● Work order: Only the number is needed: how many lines in the entries below contain the string "every"?

● Material shown:

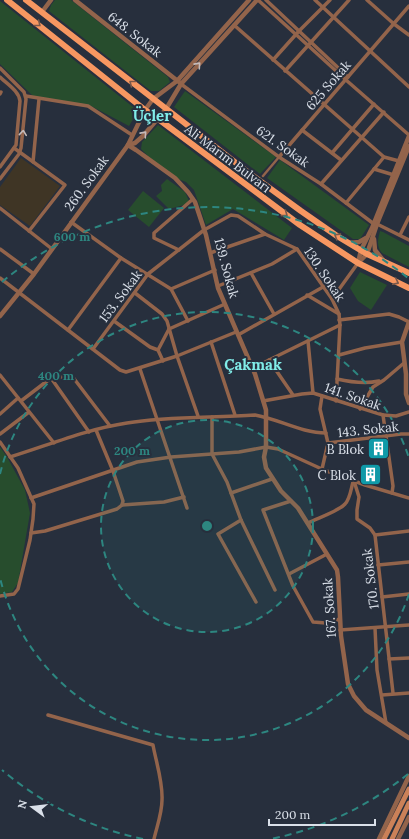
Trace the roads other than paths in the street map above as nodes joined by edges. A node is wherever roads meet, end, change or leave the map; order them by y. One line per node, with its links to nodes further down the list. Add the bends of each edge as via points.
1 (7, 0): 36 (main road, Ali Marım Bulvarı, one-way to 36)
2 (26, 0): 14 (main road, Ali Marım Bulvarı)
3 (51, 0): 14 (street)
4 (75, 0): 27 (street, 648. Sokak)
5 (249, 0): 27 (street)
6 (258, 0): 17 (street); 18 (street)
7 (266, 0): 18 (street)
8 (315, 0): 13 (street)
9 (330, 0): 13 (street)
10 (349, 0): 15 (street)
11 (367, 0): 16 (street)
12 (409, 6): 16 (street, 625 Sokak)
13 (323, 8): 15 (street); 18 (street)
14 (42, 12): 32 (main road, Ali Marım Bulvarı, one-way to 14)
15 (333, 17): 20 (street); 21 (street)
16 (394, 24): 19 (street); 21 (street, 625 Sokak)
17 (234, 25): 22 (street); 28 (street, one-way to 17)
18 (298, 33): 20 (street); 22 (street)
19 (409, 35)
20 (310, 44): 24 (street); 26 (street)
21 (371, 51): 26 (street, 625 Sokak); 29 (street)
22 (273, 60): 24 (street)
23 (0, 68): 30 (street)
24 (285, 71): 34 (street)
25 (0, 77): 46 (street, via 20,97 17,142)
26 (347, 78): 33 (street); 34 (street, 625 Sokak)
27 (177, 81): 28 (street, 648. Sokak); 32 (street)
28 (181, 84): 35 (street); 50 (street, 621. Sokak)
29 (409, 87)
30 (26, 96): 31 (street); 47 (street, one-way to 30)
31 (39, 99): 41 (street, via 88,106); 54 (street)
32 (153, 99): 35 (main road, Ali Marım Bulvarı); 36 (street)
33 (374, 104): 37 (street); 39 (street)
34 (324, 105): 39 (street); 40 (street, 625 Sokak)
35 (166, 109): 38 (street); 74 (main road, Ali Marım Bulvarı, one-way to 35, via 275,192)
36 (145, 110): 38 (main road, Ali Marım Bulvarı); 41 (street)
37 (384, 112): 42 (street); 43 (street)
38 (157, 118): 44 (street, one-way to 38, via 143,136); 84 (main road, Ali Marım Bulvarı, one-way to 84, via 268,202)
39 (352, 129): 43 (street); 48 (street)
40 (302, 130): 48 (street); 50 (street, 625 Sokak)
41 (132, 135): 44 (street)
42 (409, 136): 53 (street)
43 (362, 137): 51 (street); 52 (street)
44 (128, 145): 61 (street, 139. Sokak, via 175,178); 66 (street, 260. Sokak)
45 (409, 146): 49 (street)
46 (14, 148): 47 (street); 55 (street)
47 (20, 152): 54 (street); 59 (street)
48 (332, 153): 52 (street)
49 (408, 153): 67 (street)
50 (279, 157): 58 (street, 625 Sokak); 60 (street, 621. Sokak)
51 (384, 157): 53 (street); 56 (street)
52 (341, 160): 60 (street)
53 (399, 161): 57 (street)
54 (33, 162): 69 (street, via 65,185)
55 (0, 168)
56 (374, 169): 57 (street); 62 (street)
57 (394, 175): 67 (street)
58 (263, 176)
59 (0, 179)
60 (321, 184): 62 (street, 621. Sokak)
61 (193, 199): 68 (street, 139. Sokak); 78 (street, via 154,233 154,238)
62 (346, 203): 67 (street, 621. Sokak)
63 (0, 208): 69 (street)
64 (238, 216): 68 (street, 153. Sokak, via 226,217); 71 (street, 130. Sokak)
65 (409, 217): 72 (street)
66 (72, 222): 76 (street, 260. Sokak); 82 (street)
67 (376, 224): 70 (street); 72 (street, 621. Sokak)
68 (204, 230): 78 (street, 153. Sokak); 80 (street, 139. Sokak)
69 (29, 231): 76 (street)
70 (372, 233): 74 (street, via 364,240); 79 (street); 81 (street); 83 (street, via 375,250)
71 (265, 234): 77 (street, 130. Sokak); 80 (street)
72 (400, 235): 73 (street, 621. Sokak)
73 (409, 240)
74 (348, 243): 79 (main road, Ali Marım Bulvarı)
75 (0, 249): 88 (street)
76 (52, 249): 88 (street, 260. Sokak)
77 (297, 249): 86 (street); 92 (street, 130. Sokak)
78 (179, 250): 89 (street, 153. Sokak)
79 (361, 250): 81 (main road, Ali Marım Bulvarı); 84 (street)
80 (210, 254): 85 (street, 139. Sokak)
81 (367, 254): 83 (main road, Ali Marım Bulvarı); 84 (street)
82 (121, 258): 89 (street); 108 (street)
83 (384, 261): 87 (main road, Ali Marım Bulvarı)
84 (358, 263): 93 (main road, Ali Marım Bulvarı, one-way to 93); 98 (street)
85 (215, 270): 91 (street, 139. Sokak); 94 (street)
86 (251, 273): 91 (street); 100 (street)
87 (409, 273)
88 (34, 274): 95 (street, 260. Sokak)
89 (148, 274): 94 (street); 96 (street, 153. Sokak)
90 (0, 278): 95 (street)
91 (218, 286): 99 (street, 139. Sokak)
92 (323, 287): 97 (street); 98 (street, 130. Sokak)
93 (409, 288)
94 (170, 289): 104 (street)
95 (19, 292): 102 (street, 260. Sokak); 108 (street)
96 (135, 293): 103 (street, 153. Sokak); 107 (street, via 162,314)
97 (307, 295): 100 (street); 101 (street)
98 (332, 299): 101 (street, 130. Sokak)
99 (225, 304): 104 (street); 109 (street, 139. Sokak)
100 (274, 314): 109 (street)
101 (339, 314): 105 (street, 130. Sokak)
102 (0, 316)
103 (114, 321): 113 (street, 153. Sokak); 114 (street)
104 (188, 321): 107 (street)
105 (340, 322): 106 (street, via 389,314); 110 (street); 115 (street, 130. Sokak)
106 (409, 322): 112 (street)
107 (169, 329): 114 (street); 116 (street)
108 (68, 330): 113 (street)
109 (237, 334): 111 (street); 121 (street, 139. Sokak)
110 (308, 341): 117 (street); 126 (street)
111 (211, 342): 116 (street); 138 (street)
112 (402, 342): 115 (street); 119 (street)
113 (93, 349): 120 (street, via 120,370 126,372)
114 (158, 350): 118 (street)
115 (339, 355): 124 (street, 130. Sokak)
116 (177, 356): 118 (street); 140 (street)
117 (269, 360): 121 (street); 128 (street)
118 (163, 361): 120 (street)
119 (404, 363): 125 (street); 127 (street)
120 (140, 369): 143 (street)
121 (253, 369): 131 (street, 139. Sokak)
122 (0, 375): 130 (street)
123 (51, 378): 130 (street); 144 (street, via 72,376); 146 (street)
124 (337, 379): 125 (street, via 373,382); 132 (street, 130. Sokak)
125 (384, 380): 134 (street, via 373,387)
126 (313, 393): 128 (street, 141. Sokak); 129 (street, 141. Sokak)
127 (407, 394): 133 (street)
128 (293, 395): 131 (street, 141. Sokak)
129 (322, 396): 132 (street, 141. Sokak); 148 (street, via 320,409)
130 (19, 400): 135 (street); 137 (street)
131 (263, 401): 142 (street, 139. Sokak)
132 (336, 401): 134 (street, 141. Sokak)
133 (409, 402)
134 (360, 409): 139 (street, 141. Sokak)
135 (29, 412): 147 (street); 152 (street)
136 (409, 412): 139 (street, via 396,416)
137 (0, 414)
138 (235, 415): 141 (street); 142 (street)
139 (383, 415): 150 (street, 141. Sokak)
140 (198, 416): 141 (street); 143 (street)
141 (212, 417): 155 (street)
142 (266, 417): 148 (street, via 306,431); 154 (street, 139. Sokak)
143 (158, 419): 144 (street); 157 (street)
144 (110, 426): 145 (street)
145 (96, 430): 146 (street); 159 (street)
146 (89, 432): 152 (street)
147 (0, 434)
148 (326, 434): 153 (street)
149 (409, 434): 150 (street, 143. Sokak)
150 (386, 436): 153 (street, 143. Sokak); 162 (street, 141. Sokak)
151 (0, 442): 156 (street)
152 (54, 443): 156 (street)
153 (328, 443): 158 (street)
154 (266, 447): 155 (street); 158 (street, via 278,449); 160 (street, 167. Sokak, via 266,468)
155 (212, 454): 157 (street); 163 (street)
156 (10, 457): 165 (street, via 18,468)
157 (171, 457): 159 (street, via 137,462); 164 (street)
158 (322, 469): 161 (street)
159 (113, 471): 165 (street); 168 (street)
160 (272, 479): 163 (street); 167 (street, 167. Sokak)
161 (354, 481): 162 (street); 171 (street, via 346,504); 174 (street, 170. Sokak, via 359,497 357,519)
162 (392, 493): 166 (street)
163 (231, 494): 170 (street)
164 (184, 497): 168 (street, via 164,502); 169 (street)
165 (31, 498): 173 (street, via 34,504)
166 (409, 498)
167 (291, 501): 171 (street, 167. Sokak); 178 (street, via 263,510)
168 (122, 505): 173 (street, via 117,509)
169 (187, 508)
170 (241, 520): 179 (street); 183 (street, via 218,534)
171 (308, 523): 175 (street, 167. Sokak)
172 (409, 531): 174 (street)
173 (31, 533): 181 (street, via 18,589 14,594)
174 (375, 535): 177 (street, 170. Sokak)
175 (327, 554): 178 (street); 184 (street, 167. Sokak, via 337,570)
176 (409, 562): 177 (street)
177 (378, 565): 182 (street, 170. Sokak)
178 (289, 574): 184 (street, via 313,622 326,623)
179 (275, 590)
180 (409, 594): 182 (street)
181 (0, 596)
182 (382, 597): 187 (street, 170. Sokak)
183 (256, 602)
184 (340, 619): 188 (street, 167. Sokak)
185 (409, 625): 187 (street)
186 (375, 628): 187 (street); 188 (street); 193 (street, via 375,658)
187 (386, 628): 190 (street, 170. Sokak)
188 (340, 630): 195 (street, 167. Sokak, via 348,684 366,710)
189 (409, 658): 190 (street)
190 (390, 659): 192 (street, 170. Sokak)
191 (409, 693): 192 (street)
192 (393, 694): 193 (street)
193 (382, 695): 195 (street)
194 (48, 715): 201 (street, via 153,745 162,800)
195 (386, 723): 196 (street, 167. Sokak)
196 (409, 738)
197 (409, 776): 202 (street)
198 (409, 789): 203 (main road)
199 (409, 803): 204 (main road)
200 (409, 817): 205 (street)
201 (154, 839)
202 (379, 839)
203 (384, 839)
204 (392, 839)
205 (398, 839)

==

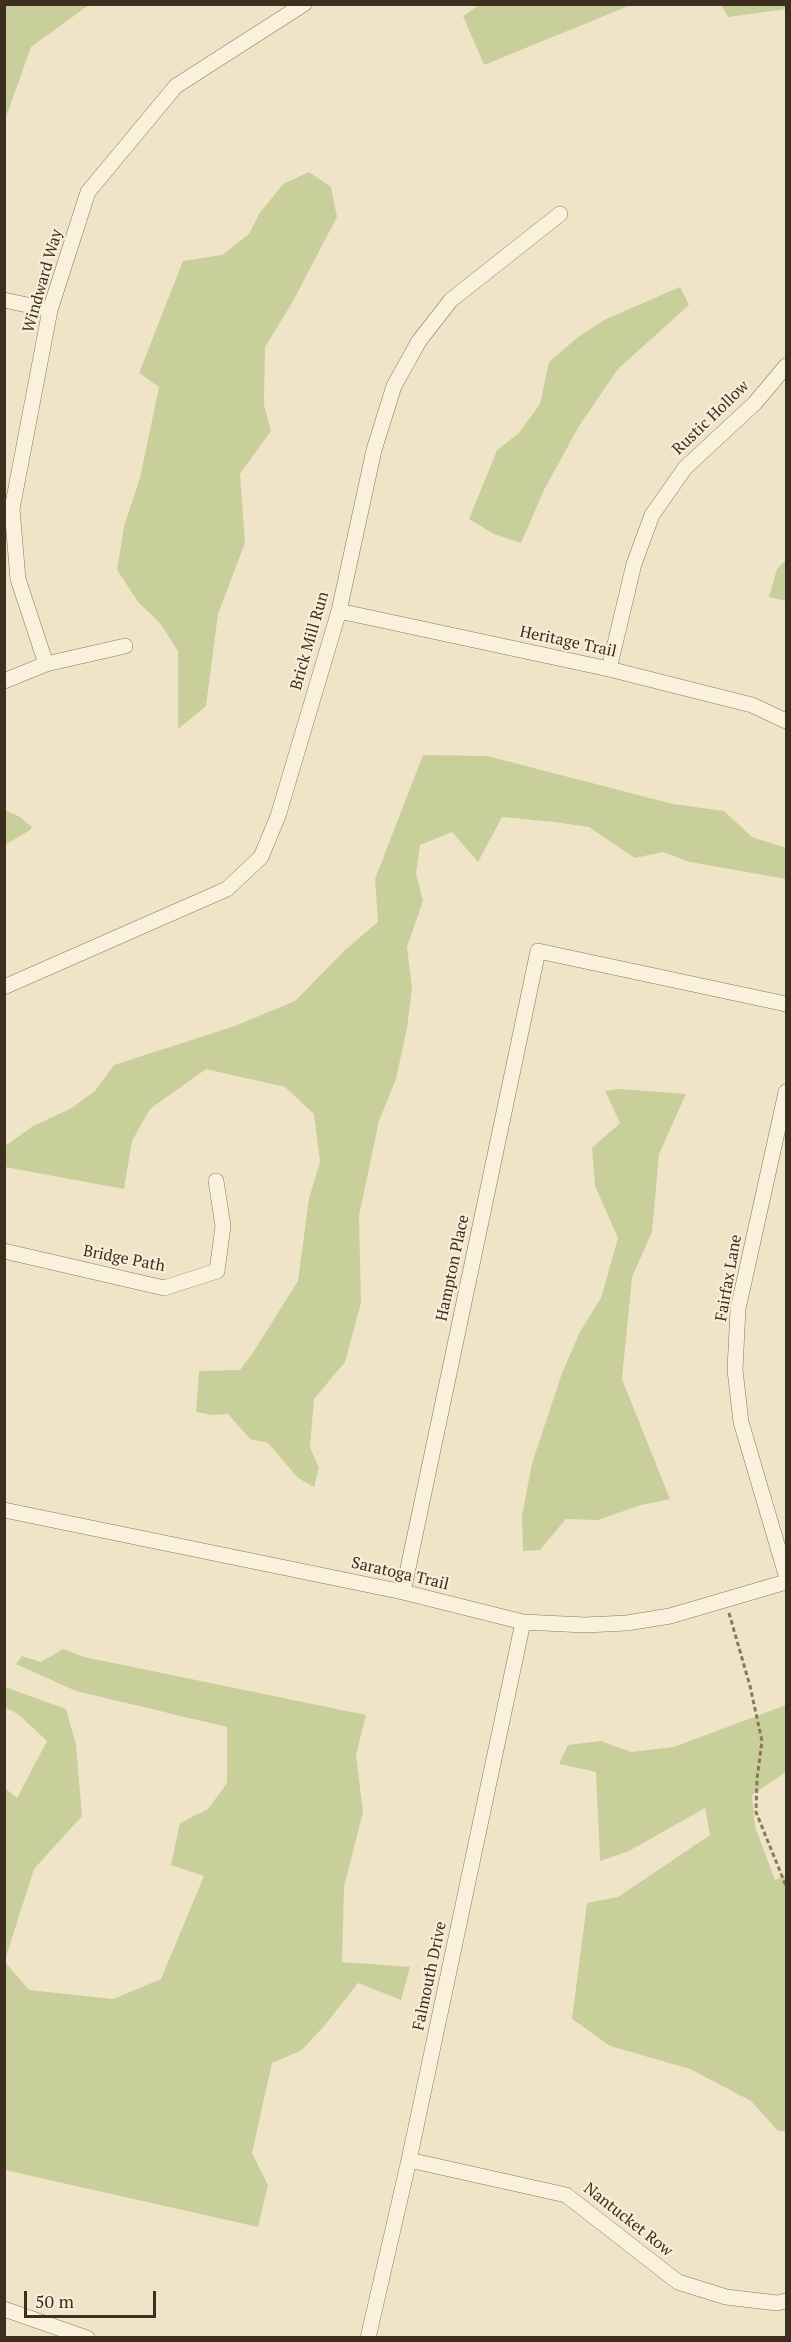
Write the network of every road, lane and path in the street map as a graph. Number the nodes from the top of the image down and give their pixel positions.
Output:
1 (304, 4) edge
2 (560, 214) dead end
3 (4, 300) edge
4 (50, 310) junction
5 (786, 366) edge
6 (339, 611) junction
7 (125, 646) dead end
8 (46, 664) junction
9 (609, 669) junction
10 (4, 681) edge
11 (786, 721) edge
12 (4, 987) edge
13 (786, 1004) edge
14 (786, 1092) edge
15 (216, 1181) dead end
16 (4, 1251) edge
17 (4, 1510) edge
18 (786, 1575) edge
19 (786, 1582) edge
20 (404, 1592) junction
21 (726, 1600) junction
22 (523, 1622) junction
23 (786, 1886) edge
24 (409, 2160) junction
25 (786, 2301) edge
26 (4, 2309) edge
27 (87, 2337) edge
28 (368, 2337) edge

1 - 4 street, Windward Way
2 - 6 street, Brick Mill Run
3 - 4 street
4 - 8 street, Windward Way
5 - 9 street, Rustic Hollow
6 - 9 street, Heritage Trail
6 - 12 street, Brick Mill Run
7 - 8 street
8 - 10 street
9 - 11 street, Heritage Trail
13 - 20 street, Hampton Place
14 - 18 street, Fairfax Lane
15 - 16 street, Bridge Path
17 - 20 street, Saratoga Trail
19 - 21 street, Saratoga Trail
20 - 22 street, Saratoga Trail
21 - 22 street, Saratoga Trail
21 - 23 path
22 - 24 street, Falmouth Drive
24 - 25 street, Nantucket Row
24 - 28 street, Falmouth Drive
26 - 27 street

---

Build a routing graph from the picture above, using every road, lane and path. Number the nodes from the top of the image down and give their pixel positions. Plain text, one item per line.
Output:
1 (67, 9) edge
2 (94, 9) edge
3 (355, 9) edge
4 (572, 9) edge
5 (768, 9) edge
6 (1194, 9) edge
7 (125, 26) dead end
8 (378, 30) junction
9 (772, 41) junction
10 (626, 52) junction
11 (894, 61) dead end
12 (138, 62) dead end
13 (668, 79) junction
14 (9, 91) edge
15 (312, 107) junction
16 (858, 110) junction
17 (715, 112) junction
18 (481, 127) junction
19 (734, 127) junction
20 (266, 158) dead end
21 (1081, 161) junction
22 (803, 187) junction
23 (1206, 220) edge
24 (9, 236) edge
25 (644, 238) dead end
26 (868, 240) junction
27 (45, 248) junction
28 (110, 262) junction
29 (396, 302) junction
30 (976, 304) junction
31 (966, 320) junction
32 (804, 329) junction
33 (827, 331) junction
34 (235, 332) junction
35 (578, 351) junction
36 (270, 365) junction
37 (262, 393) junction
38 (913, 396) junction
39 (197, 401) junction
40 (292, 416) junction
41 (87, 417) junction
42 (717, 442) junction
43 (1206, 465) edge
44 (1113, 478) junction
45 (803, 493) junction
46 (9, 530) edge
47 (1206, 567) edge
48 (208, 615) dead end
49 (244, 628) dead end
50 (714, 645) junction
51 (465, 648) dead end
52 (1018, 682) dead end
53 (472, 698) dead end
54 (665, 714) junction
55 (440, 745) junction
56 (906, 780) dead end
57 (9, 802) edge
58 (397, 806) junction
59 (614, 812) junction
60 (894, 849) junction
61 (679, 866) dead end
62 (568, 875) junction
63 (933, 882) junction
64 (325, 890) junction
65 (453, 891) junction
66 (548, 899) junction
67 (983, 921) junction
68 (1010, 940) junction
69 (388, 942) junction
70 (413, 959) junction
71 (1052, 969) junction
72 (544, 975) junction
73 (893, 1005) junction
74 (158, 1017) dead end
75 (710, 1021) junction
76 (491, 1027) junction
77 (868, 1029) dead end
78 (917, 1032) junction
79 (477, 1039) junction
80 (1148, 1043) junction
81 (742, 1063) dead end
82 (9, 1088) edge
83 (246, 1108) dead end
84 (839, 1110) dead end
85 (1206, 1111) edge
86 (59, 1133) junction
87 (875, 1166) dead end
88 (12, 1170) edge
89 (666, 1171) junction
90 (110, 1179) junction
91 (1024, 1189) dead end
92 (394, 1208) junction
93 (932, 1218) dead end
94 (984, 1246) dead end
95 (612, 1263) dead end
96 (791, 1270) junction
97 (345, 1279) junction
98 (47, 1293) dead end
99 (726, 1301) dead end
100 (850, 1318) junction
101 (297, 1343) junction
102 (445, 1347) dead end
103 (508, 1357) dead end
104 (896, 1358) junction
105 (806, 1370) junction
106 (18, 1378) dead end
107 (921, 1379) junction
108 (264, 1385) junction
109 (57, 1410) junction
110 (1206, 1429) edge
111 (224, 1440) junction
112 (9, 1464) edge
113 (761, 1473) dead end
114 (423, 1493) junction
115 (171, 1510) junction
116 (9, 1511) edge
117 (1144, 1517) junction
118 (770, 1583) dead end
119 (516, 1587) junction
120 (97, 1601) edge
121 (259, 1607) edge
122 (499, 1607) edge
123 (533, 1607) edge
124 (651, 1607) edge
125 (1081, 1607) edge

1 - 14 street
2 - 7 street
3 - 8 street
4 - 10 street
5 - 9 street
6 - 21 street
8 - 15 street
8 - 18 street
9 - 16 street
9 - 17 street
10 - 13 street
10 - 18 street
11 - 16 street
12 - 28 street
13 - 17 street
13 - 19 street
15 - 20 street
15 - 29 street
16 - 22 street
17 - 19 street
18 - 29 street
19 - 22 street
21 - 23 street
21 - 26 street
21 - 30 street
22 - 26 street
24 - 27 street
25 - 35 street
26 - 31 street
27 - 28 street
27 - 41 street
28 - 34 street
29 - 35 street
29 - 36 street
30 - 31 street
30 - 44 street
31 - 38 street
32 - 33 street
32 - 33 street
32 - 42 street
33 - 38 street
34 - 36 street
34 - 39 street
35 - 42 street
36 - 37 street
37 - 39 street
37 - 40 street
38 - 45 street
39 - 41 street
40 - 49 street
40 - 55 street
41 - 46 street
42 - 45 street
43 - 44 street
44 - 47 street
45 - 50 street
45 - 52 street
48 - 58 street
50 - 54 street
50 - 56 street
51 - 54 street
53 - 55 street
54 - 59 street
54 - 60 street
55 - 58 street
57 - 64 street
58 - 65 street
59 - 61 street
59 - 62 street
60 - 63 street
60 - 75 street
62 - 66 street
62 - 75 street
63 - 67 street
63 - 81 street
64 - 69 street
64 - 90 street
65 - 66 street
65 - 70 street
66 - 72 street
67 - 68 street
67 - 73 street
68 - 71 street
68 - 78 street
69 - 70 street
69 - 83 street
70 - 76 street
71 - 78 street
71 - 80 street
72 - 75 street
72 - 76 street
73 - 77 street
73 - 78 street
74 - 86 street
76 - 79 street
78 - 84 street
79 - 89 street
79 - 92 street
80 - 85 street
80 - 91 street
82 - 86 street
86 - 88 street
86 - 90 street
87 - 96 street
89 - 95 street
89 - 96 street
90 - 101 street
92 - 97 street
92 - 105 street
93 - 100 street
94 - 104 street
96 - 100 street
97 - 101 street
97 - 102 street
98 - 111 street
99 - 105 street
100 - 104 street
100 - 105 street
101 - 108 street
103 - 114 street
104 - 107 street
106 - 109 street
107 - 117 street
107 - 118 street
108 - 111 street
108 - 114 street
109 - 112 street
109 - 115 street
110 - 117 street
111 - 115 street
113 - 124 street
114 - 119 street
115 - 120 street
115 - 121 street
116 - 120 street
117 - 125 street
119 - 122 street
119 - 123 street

● Exercise result: 2